◆ Entries supplied ◆
___
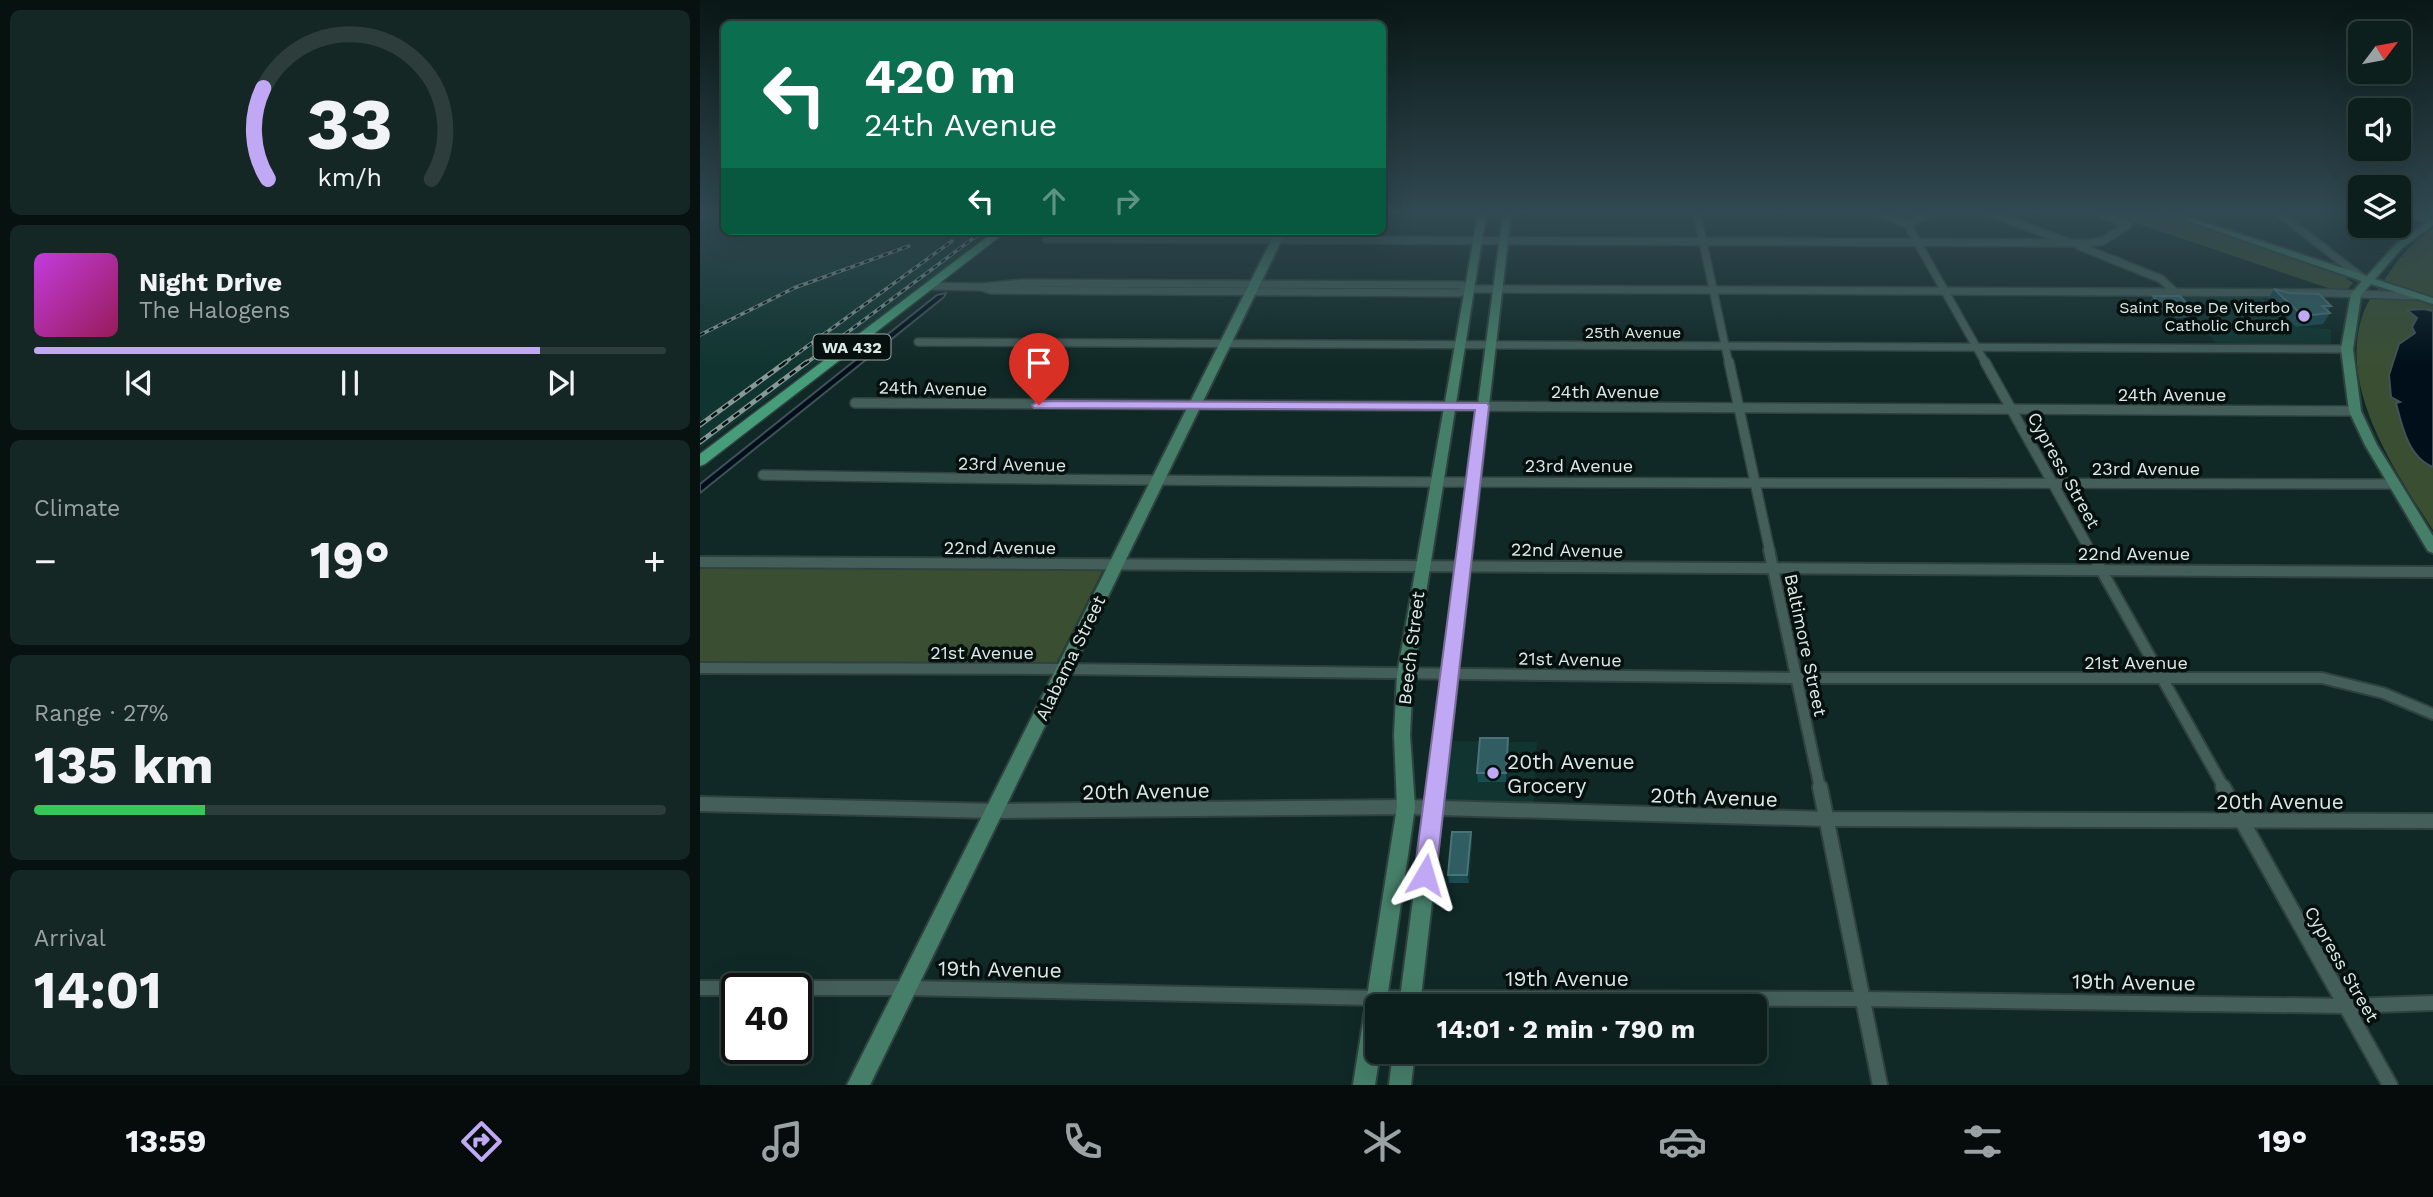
<!DOCTYPE html>
<meta charset="utf-8">
<style>
:root{--surface:#0c1f1c;--page:#152725;--text:#f1f3f6;--muted:#9aa2a3;--line:#2c3d3b;--accent:#c0a8f4}
body{margin:0;font-family:"Work Sans",sans-serif;background:var(--page);color:var(--text);height:100vh;display:flex;flex-direction:column;font-size:26px;white-space:nowrap}
*{box-sizing:border-box;margin:0}
p{font-size:23px;color:var(--muted)}
.icon{flex:none;width:38px;height:38px;fill:none;stroke:currentColor;stroke-width:2;stroke-linecap:round;stroke-linejoin:round}
.map{position:relative;flex:1;overflow:hidden}
.drawer{display:flex;flex-direction:column;gap:10px;padding:10px;background:#07110f;width:700px}
.drawer>*{flex:none}
.top-card{position:absolute;left:21px;top:21px;width:665px;height:214px;border-radius:10px;box-shadow:0 7px 28px #0002,0 0 0 2px var(--line);background:#0b6e4f;color:#fff;overflow:hidden}
.needle{width:46px;rotate:58deg}
.tools{position:absolute;left:1648px;top:21px;display:grid;gap:14px}
.tools a{display:grid;place-items:center;width:63px;height:63px;border-radius:10px;background:var(--surface);box-shadow:0 7px 28px #0002,0 0 0 2px var(--line);font-size:35px}
.speed{position:absolute;left:21px;top:973px;display:flex;gap:14px;font-size:35px;font-weight:700;text-align:center}
.speed>*{display:grid;place-content:center;width:91px;height:91px;border-radius:50%;background:var(--surface);box-shadow:0 7px 28px #0002,0 0 0 2px var(--line);line-height:1}
.speed .limit{border:4px solid #111;border-radius:10px;background:#fff;color:#111}
.pin{position:absolute;display:grid;place-items:center;width:60px;height:60px;color:#fff;margin:-72px -30px;border-radius:50% 50% 50% 0;rotate:-45deg;box-shadow:0 0 7px #0007}
.pin .icon{rotate:45deg}
.me{position:absolute;width:77px;margin:-38px;rotate:7deg;stroke-linejoin:round;filter:drop-shadow(0 0 5px #0008)}
.turn{display:flex;align-items:center;gap:24px;height:147px;padding:0 28px;font-size:32px}
.turn .icon{width:91px;height:91px;stroke-width:2.5}
.turn b{display:block;font-size:49px;line-height:60px}
.lanes{display:flex;align-items:center;height:66px;padding:0 28px;background:#0003;justify-content:center;gap:35px;direction:ltr}
.lanes .off{opacity:.35}
.big{font-size:52px;font-weight:700;line-height:1.1}
.drawer .card{flex:1;display:flex;flex-direction:column;justify-content:center;gap:10px;min-width:0;padding:0 24px;border-radius:10px;background:var(--page)}
.drawer .dial{align-items:center;gap:0}
.dial svg{height:182px;overflow:visible;fill:none;stroke:var(--line);stroke-width:7;stroke-linecap:round;text-anchor:middle}
.dial text{fill:var(--text);stroke:none}
.song{display:flex;align-items:center;gap:21px}
.cover{width:84px;height:84px;border-radius:10px;background:linear-gradient(135deg,hsl(290 70% 55%),hsl(330 70% 35%))}
.played{height:7px;border-radius:4px;background:linear-gradient(90deg,var(--accent) 80%,var(--line) 80%)}
.keys{display:flex;justify-content:space-around;direction:ltr}
.heat{display:flex;justify-content:space-between;align-items:center;font-size:38px;direction:ltr}
.charge{height:10px;border-radius:5px;background:linear-gradient(90deg,#34c759 27%,var(--line) 0)}
.trip{position:absolute;left:665px;top:994px;width:402px;height:70px;border-radius:10px;background:var(--surface);box-shadow:0 7px 28px #0002,0 0 0 2px var(--line);font-weight:700;line-height:70px;text-align:center}
.tab-bar{display:flex;height:112px;justify-content:space-around;align-items:center;background:#050c0b;color:var(--muted)}
.tab-bar .icon{width:49px;height:49px}
.tab-bar .active{color:var(--accent)}
.tab-bar b{font-size:32px;color:var(--text)}
main{display:flex;flex:1;min-height:0}
.map>svg:first-child{display:block}
.built{fill:#103530}
.green{fill:#3a4f32}
.water{fill:#000f1a;stroke:#425158;stroke-width:2}
.lines{fill:none;stroke-linecap:round;stroke-linejoin:round}
.street-far3-casing{stroke:#30423f;stroke-width:10}
.street-far2-casing{stroke:#30423f;stroke-width:12}
.street-far1-casing{stroke:#30423f;stroke-width:14}
.street-casing{stroke:#30423f;stroke-width:18}
.secondary-casing{stroke:#30423f;stroke-width:4}
.primary-casing{stroke:#30423f;stroke-width:3}
.street-far3{stroke:#445f5a;stroke-width:7}
.street-far2{stroke:#445f5a;stroke-width:9}
.street-far1{stroke:#445f5a;stroke-width:10}
.street{stroke:#445f5a;stroke-width:14}
.secondary{fill:#457e69;fill-rule:evenodd}
.primary{fill:#459d79;fill-rule:evenodd}
.rail-far1-casing{stroke:#869996;stroke-width:3.5}
.rail-casing{stroke:#869996;stroke-width:5}
.rail-far1{stroke:#06100e;stroke-width:2;stroke-dasharray:5;stroke-linecap:butt}
.rail{stroke:#06100e;stroke-width:2.5;stroke-dasharray:7;stroke-linecap:butt}
.wall{fill:#1a4c51}
.shaded-wall{fill:#0d3739}
.building{fill:#2f5d61;stroke:#4a7376;stroke-width:2}
.route{fill:#c0a8f4;stroke:#7d6d9f;stroke-width:2}
.poi-dot{fill:#c0a8f4;stroke:#06100e;stroke-width:2.5}
.labels{text-anchor:middle;dominant-baseline:central;stroke-width:7;stroke-linejoin:round;paint-order:stroke}
.far-poi-label{font-size:16px;fill:#dceae7;stroke:#06100e;text-anchor:end}
.far-street-label{font-size:16px;fill:#dceae7;stroke:#06100e}
.shield{fill:#06100e;stroke:#9ca9a6;stroke-width:2}
.shield-label{font-size:16px;font-weight:bold;fill:#dceae7}
.street-label{font-size:18px;fill:#dceae7;stroke:#06100e}
.near-poi-label{font-size:21px;fill:#dceae7;stroke:#06100e;text-anchor:start}
.near-street-label{font-size:21px;fill:#dceae7;stroke:#06100e}
</style>
<main>
<section class="drawer">
<div class="card dial"><svg viewBox="0 0 100 80">
<path d="M14 69A42 42 0 1 1 86 69"/>
<path d="M14 69A42 42 0 0 1 12 29" stroke="#c0a8f4"/>
<text x="50" y="56" font-size="32" font-weight="700">33</text>
<text x="50" y="72" font-size="11">km/h</text>
</svg></div>
<div class="card">
<div class="song"><i class="cover"></i><div><b>Night Drive</b><p>The Halogens</p></div></div>
<div class="played"></div>
<div class="keys"><svg class="icon" aria-label="previous" viewBox="0 0 24 24"><path d="M18 5L8 12l10 7zM5 5v14"/></svg><svg class="icon" aria-label="pause" viewBox="0 0 24 24"><path d="M8 5v14M16 5v14"/></svg><svg class="icon" aria-label="next" viewBox="0 0 24 24"><path d="M6 5l10 7-10 7zM19 5v14"/></svg></div>
</div>
<div class="card"><p>Climate</p>
<div class="heat"><a>−</a><b class="big">19°</b><a>+</a></div>
</div>
<div class="card"><p>Range · 27%</p><b class="big">135 km</b><div class="charge"></div></div>
<div class="card"><p>Arrival</p><b class="big">14:01</b></div>
</section>
<div class="map">
<svg width="1733" height="1085" viewBox="0 0 1733 1085">
<rect width="100%" height="100%" fill="#102926"/>
<g class="built">
<polygon points="0,214 24,214 24,231 298,231 0,448"/>
<polygon points="811,214 992,214 997,240 808,239"/>
<polygon points="1474,295 1561,296 1595,327 1631,329 1631,345 1519,346"/>
<polygon points="748,741 837,742 834,803 741,802"/>
</g>
<g class="green">
<polygon points="1409,214 1461,214 1643,276 1653,283 1648,289 1631,289"/>
<path d="M1733,228V530C1695,471 1634,383 1665,309C1669,299 1677,290 1683,282C1700,256 1708,246 1733,228Z"/>
<polygon points="0,567 403,570 356,664 0,662"/>
</g>
<g class="water">
<polygon points="246,293 244,297 0,493 0,484 237,295"/>
<path d="M1724,309L1733,311V467C1709,458 1702,427 1696,403L1700,402L1691,397L1689,375L1699,344L1715,333L1712,327L1717,318L1707,310Z"/>
</g>
<g class="lines">
<defs>
<g id="street-far3">
<polyline points="997,214 1029,364"/>
<polyline points="1182,214 1207,224 1286,364"/>
<polyline points="1292,214 1365,241"/>
<polyline points="1580,214 1665,280"/>
<polyline points="1712,214 1733,221"/>
<polyline points="1207,224 1227,214"/>
<polyline points="346,239 1391,243 1403,241 1428,225 1403,214"/>
<polyline points="1379,246 1461,279 1475,292"/>
<polyline points="230,286 281,287 323,283 762,285 770,289"/>
<polyline points="281,287 291,290 759,293 770,289 796,289 1631,293 1715,296"/>
<polyline points="218,342 1647,349"/>
</g>
<g id="street-far2">
<polyline points="1029,362 1070,552"/>
<polyline points="1285,362 1391,552"/>
<polyline points="155,403 1655,411"/>
<path d="M63,475C607,485 1151,482 1695,484"/>
</g>
<g id="street-far1">
<polyline points="1069,550 1120,788"/>
<polyline points="1390,550 1524,788"/>
<polyline points="0,562 1733,572"/>
<polyline points="0,668 365,669 1095,678 1622,678 1683,693 1733,714"/>
</g>
<g id="street">
<polyline points="1120,787 1180,1085"/>
<polyline points="1523,787 1690,1085"/>
<polyline points="0,804 296,811 706,807 1127,819 1733,821"/>
<polyline points="0,988 208,988 676,998 1162,999 1647,1006 1733,1003"/>
</g>
<g id="secondary">
<polygon points="778,214 786,214 713,675 710,735 715,807 686,1006 677,1006 677,1052 680,1052 675,1085 653,1085 697,807 694,735 697,675"/>
<polygon points="803,214 811,214 720,1006 699,1006"/>
<polygon points="1467,214 1479,214 1667,276 1696,244 1733,218 1733,225 1702,248 1675,279 1733,298 1733,304 1671,284 1661,295 1653,349 1661,411 1677,445 1733,536 1733,553 1728,551 1665,445 1649,411 1641,349 1651,294 1662,281"/>
<polygon points="576,231 586,231 170,1085 147,1085"/>
<polygon points="693,1052 715,1052 711,1085 689,1085"/>
</g>
<polygon id="primary" points="295,231 307,231 5,464 0,466 0,454"/>
</defs>
<use href="#street-far3" class="street-far3-casing"/>
<use href="#street-far2" class="street-far2-casing"/>
<use href="#street-far1" class="street-far1-casing"/>
<use href="#street" class="street-casing"/>
<use href="#secondary" class="secondary-casing"/>
<use href="#primary" class="primary-casing"/>
<use href="#street-far3" class="street-far3"/>
<use href="#street-far2" class="street-far2"/>
<use href="#street-far1" class="street-far1"/>
<use href="#street" class="street"/>
<use href="#secondary" class="secondary"/>
<use href="#primary" class="primary"/>
<defs>
<g id="rail-far1">
<polyline points="0,335 94,288 209,246"/>
<polyline points="83,364 252,241"/>
<polyline points="105,364 283,231"/>
</g>
<g id="rail">
<polyline points="0,425 86,362"/>
<polyline points="0,442 107,362"/>
</g>
</defs>
<use href="#rail-far1" class="rail-far1-casing"/>
<use href="#rail" class="rail-casing"/>
<use href="#rail-far1" class="rail-far1"/>
<use href="#rail" class="rail"/>
</g>
<g class="wall">
<polygon points="1574,289 1631,306 1628,311 1630,313 1623,324 1596,327 1568,299"/>
<polygon points="1453,296 1493,310 1489,318 1475,318 1470,313 1457,313 1449,304"/>
<polygon points="808,738 809,747 806,782 778,782 777,773"/>
<polygon points="771,832 772,840 769,883 749,883 748,875"/>
</g>
<g class="shaded-wall">
<polygon points="808,738 809,747 806,782 806,773"/>
<polygon points="771,832 772,840 769,883 767,875"/>
</g>
<g class="building">
<polygon points="1574,289 1589,293 1619,294 1631,306 1622,306 1630,313 1603,316"/>
<polygon points="1453,296 1480,296 1493,310 1479,310 1474,305 1461,305"/>
<polygon points="780,738 808,738 806,773 777,773"/>
<polygon points="752,832 771,832 767,875 748,875"/>
</g>
<linearGradient id="sky" x2="0" y2="1"><stop stop-color="#091715"/><stop offset="0.58" stop-color="#314952"/><stop offset="1" stop-color="#314952" stop-opacity="0"/></linearGradient>
<rect width="1733" height="366" fill="url(#sky)"/>
<polygon class="route" points="339,401 787,403 789,406 736,875 733,883 725,886 718,883 714,875 775,410 334,408 332,405"/>
<g class="poi-dot">
<circle cx="1604" cy="316" r="7"/>
<circle cx="793" cy="773" r="7"/>
</g>
<g class="labels">
<g class="far-poi-label">
<text x="1590" y="307">Saint Rose De Viterbo<tspan x="1590" dy="18">Catholic Church</tspan></text>
</g>
<g class="far-street-label">
<text x="933" y="332">25th Avenue</text>
</g>
<rect class="shield" x="113.5" y="334.5" width="77" height="25" rx="5"/>
<g class="shield-label">
<text x="152" y="347">WA 432</text>
</g>
<g class="street-label">
<text transform="translate(233 388) rotate(1)">24th Avenue</text>
<text x="905" y="391">24th Avenue</text>
<text x="1472" y="394">24th Avenue</text>
<text transform="translate(312 464) rotate(1)">23rd Avenue</text>
<text x="879" y="465">23rd Avenue</text>
<text x="1446" y="468">23rd Avenue</text>
<text transform="translate(1364 470) rotate(61)">Cypress Street</text>
<text x="300" y="547">22nd Avenue</text>
<text transform="translate(867 550) rotate(1)">22nd Avenue</text>
<text x="1434" y="553">22nd Avenue</text>
<text transform="translate(1106 645) rotate(78)">Baltimore Street</text>
<text transform="translate(711 648) rotate(-83)">Beech Street</text>
<text x="282" y="652">21st Avenue</text>
<text transform="translate(370 658) rotate(-64)">Alabama Street</text>
<text transform="translate(870 659) rotate(1)">21st Avenue</text>
<text x="1436" y="662">21st Avenue</text>
<text transform="translate(1642 964) rotate(60)">Cypress Street</text>
</g>
<g class="near-poi-label">
<text x="807" y="761">20th Avenue<tspan x="807" dy="24">Grocery</tspan></text>
</g>
<g class="near-street-label">
<text transform="translate(446 791) rotate(-1)">20th Avenue</text>
<text transform="translate(1014 797) rotate(2)">20th Avenue</text>
<text x="1580" y="801">20th Avenue</text>
<text transform="translate(300 969) rotate(1)">19th Avenue</text>
<text x="867" y="978">19th Avenue</text>
<text transform="translate(1434 982) rotate(1)">19th Avenue</text>
</g>
</g>
</svg>
<div class="tools">
<a><svg class="needle" viewBox="-14 -14 28 28"><path d="M0-13l5 13h-10z" fill="#e53935"/><path d="M0 13l5-13h-10z" fill="#9aa2a3"/></svg></a>
<a><svg class="icon" aria-label="sound" viewBox="0 0 24 24"><path d="M4 9h4l5-4v14l-5-4H4zM17 9q2 3 0 6"/></svg></a>
<a><svg class="icon" aria-label="layers" viewBox="0 0 24 24"><path d="M12 4l9 5-9 5-9-5zM3 14l9 5 9-5"/></svg></a>
</div>
<div class="speed"><div class="limit">40</div></div>
<div class="pin" style="left:339px;top:405px;background:#d93025"><svg class="icon" aria-label="arrive" viewBox="0 0 24 24"><path d="M6 21V4h12l-3 4 3 4H6"/></svg></div>
<svg class="me" style="left:725px;top:875px" viewBox="-20 -20 40 40"><path d="M0-17L14 15 0 8-14 15z" fill="#c0a8f4" stroke="#fff" stroke-width="4"/></svg>
<div class="trip">14:01 · 2 min · 790 m</div>
<div class="top-card">
<div class="turn"><svg class="icon" aria-label="left" viewBox="0 0 24 24"><path d="M17 20v-9H6M10 6l-5 5 5 5"/></svg><div><b>420 m</b>24th Avenue</div></div>
<div class="lanes"><svg class="icon" aria-label="left" viewBox="0 0 24 24"><path d="M17 20v-9H6M10 6l-5 5 5 5"/></svg><svg class="icon off" aria-label="ahead" viewBox="0 0 24 24"><path d="M12 20V5M6 11l6-6 6 6"/></svg><svg class="icon off" aria-label="right" viewBox="0 0 24 24"><path d="M7 20v-9h11M14 6l5 5-5 5"/></svg></div>
</div>
</div>
</main>
<nav class="tab-bar">
<b>13:59</b>
<svg class="icon active" aria-label="directions" viewBox="0 0 24 24"><path d="M12 3l9 9-9 9-9-9zM9 14v-3h6M13 9l2 2-2 2"/></svg>
<svg class="icon" aria-label="music" viewBox="0 0 24 24"><path d="M9 18V5l10-2v13"/><circle cx="6" cy="18" r="3"/><circle cx="16" cy="16" r="3"/></svg>
<svg class="icon" aria-label="phone" viewBox="0 0 24 24"><path d="M5 4h4l2 5-3 2q2 4 5 5l2-3 5 2v4C11 20 4 13 5 4z"/></svg>
<svg class="icon" aria-label="climate" viewBox="0 0 24 24"><path d="M12 3v18M4 7l16 10M4 17L20 7"/></svg>
<svg class="icon" aria-label="car" viewBox="0 0 24 24"><path d="M5 17H2v-5l4-1 3-4h7l3 4 3 1v5h-3M9 17h6M6 11h13"/><circle cx="7" cy="17" r="2"/><circle cx="17" cy="17" r="2"/></svg>
<svg class="icon" aria-label="filters" viewBox="0 0 24 24"><path d="M4 7h16M4 17h16"/><circle cx="9" cy="7" r="2"/><circle cx="15" cy="17" r="2"/></svg>
<b>19°</b>
</nav>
___
◆ About this exercise ◆
Exactly how many lines of the listing above contain the string "evenodd"? Give no more than the number.

◆ Answer section ◆
2